Many Internet-enabled Malaysians sent the messages through their network of friends, escalating alarm and fear among parents of young children.
Rompin police chief Deputy Superintendent Azli Mohd Noor was compelled to issue a statement denying the veracity of these messages and urging people not to circulate them further.
“We have not received any report pertaining to the kidnapping cases as mentioned in the messages.
“In a case which allegedly occurred near a kindergarten of a residential area, it was actually a case of attempted car theft,” he said.
Azli reminded those who received such information to exercise responsibility by seeking verification from the authorities prior to sharing those messages.
It can be seen here that a shortened attention span, heightened by the ease of access to information and a lack of desire to read further on the matter, had led numerous Internet users to circulate messages without further thought.
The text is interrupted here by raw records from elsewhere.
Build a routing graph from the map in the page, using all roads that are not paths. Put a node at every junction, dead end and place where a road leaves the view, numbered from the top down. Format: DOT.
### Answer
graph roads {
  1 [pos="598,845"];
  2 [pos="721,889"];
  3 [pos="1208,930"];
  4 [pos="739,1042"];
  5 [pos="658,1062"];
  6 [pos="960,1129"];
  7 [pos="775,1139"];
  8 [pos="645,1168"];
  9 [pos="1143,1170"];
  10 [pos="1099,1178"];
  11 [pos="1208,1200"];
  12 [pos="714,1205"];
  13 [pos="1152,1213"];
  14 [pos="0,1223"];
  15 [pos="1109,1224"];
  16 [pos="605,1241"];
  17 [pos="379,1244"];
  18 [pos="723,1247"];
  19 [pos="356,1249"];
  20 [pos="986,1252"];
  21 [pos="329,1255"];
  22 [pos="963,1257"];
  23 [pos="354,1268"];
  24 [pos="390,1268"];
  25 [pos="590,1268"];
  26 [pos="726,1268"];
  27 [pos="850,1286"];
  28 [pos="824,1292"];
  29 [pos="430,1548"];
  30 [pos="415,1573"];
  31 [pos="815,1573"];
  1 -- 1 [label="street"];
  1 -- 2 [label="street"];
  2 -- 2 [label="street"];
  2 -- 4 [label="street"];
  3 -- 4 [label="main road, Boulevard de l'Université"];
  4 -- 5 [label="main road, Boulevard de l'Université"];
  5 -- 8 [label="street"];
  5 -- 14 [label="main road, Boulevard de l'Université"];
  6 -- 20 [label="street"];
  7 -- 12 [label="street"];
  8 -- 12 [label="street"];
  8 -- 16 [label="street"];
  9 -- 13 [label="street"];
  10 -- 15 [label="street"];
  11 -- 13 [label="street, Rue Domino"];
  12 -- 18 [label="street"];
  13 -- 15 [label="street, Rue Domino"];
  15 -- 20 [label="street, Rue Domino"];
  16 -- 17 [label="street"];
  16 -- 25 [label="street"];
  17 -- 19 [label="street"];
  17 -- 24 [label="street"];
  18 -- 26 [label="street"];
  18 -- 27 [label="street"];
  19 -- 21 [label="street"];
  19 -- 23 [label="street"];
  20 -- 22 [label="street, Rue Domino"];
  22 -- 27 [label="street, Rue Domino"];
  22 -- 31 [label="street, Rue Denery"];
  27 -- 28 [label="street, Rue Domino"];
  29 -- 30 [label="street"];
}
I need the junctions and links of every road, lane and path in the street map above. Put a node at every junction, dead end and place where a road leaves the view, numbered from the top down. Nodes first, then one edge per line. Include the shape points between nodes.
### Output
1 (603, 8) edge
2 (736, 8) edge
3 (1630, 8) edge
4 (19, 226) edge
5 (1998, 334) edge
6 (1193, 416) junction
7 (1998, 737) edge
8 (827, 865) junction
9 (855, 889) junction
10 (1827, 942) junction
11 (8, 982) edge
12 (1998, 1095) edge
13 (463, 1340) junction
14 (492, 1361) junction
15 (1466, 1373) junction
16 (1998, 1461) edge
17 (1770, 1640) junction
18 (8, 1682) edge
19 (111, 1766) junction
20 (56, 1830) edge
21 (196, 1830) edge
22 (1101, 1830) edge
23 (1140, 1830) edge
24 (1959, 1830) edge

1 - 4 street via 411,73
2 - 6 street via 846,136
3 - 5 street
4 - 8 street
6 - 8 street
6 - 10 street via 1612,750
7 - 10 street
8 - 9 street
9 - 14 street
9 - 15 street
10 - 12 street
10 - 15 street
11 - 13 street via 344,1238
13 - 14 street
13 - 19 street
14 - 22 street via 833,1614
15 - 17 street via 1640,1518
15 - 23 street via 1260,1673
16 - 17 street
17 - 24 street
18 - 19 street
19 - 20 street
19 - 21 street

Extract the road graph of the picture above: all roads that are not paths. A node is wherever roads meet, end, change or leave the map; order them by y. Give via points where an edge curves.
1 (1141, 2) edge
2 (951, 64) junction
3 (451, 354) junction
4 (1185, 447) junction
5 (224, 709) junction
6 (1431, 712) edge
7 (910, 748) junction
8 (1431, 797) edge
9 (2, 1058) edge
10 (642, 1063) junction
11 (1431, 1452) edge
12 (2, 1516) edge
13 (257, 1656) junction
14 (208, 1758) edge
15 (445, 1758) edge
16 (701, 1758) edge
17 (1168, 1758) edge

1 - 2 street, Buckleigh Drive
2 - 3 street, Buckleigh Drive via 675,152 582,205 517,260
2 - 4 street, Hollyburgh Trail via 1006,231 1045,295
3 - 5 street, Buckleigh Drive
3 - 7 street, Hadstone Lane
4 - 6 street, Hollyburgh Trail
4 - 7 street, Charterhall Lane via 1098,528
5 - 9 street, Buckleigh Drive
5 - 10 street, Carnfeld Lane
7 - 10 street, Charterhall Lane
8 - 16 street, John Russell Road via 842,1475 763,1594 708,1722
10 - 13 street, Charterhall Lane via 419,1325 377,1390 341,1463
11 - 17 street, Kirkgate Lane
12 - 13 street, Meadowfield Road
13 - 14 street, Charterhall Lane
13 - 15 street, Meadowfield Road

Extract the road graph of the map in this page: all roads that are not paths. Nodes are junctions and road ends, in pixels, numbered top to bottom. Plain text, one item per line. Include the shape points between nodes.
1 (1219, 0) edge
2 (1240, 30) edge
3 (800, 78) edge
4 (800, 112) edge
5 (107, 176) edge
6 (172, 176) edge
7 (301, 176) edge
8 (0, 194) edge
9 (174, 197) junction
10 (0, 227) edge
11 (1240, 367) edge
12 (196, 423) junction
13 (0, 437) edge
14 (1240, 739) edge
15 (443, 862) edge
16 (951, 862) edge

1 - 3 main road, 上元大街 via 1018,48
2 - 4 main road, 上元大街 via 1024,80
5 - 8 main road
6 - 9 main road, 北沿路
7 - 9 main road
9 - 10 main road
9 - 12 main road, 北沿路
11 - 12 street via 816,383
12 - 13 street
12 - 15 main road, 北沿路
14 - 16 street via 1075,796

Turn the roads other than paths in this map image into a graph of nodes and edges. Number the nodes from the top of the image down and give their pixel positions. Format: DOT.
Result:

The irony here though, is that even if one has misgivings, it does not change the fact that the movers and shakers of modern industries worldwide do act like the metaphorical guy on the jet ski, to borrow the words of Carr.
One industry where this is very clearly seen is the mass media, where newspaper publishers are fighting back against the allure of online news portals.
This is done by journalists constantly scanning through not only various print dailies but also checking for updates of postings on social media such as Facebook, video sharing sites like YouTube and instant messaging groups in WhatsApp, among others.
There is no better time to be a technological Luddite, who ironically would be risking the longevity of his attention span by surfing the Internet to deepen his knowledge.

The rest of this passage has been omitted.